Furthermore, Shimron was allegedly present at a Tel Aviv lunch in December 2015 to which Ganor had invited the German ambassador to Israel, Clemens von Gatz, according to German foreign ministry records quoted by the paper.
Attorney Yaakov Weinroth and Amit Hadad, who represent Shimron, said he “has never been a partner of Ganor and acted constantly as his attorney.
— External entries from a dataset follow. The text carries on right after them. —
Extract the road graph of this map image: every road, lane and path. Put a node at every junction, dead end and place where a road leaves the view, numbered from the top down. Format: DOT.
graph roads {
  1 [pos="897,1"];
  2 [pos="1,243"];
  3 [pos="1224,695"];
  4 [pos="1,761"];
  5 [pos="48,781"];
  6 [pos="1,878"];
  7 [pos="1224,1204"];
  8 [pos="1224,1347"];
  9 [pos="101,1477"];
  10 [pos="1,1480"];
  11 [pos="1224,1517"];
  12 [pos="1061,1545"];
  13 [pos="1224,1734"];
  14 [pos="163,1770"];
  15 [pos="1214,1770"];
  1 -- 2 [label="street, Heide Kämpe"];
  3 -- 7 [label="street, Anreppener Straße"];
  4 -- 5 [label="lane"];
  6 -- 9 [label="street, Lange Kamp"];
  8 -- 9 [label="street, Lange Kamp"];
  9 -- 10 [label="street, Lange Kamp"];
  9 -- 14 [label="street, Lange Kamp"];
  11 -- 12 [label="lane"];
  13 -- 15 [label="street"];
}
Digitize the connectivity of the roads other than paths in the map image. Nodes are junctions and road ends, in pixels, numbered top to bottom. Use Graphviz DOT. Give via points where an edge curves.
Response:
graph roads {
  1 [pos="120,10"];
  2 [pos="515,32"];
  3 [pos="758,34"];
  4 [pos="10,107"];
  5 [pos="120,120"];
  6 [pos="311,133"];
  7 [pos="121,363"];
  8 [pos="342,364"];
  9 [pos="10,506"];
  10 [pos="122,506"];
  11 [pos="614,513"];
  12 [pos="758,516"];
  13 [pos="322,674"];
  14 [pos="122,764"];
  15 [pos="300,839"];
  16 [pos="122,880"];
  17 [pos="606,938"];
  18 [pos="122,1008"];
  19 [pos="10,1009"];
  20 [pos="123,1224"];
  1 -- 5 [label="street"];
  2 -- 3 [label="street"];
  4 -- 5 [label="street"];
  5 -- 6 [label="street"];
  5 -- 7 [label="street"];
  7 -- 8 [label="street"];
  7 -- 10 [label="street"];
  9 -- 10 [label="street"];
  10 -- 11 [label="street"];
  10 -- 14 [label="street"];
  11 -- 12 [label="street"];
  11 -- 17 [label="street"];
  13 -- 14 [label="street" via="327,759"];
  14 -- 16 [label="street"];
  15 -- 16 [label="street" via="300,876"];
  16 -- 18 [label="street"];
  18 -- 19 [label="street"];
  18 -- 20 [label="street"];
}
Shimron acted lawfully, and there was no flaw in his actions.”
They stated earlier this year that Shimron was not expected to receive anything from the deal other than his legal fees.
In other revelations, the newspaper says Die Zeit, quoting German sources, reports that Israel asked Germany to add several meters to the length of the three submarines, which some German officials understood to indicate an Israeli desire for the ability to fire heavier nuclear-tipped warheads with a longer range and a higher degree of secrecy.
Yedioth Ahronoth said the request for longer submarines may explain why the Israeli defense establishment changed its position from outright opposition to the purchase of the three submarines to active support.
“We are at grave risk,” a senior official knowledgeable about the subject told the paper. “If even more serious corruption is discovered than what has been discovered to date, Israel is liable to lose the contract on the submarines, which is of dramatic importance to the security of the state.”
The official voiced concern that the corruption probe could lead the German chancellor to scrap the deal.
A statement from ThyssenKrupp said the company had severed ties with Ganor upon hearing about the Israel corruption probe and had opened an internal investigation itself.
The company would use all legal means at its disposal if anyone from ThyssenKrupp was found by the internal inquiry to have lied, the statement added.